ASSIGNMENT:
Set down the data that follows again, exactly as written.

Dataset entries:
------------------------------------------------------------------------

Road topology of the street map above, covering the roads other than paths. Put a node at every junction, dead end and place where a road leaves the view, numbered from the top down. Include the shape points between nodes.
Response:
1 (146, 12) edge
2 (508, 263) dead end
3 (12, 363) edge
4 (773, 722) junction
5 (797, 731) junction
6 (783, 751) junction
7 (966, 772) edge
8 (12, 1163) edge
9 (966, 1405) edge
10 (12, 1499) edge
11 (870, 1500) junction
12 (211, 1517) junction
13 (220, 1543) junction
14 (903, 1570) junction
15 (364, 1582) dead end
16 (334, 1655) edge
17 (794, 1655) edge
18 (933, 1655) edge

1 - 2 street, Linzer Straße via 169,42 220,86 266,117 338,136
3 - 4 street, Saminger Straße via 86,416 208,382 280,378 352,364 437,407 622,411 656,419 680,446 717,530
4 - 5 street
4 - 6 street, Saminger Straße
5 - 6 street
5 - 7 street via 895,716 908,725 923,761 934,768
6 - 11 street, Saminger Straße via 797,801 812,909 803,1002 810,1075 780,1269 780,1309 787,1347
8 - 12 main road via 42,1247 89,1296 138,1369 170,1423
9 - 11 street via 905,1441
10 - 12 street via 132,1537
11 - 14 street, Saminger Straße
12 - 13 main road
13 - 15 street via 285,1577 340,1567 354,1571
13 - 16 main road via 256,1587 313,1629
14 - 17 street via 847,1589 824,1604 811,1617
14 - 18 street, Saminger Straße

------------------------------------------------------------------------

EXPECTED ANSWER:
Road topology of the street map above, covering the roads other than paths. Put a node at every junction, dead end and place where a road leaves the view, numbered from the top down. Include the shape points between nodes.
Response:
1 (146, 12) edge
2 (508, 263) dead end
3 (12, 363) edge
4 (773, 722) junction
5 (797, 731) junction
6 (783, 751) junction
7 (966, 772) edge
8 (12, 1163) edge
9 (966, 1405) edge
10 (12, 1499) edge
11 (870, 1500) junction
12 (211, 1517) junction
13 (220, 1543) junction
14 (903, 1570) junction
15 (364, 1582) dead end
16 (334, 1655) edge
17 (794, 1655) edge
18 (933, 1655) edge

1 - 2 street, Linzer Straße via 169,42 220,86 266,117 338,136
3 - 4 street, Saminger Straße via 86,416 208,382 280,378 352,364 437,407 622,411 656,419 680,446 717,530
4 - 5 street
4 - 6 street, Saminger Straße
5 - 6 street
5 - 7 street via 895,716 908,725 923,761 934,768
6 - 11 street, Saminger Straße via 797,801 812,909 803,1002 810,1075 780,1269 780,1309 787,1347
8 - 12 main road via 42,1247 89,1296 138,1369 170,1423
9 - 11 street via 905,1441
10 - 12 street via 132,1537
11 - 14 street, Saminger Straße
12 - 13 main road
13 - 15 street via 285,1577 340,1567 354,1571
13 - 16 main road via 256,1587 313,1629
14 - 17 street via 847,1589 824,1604 811,1617
14 - 18 street, Saminger Straße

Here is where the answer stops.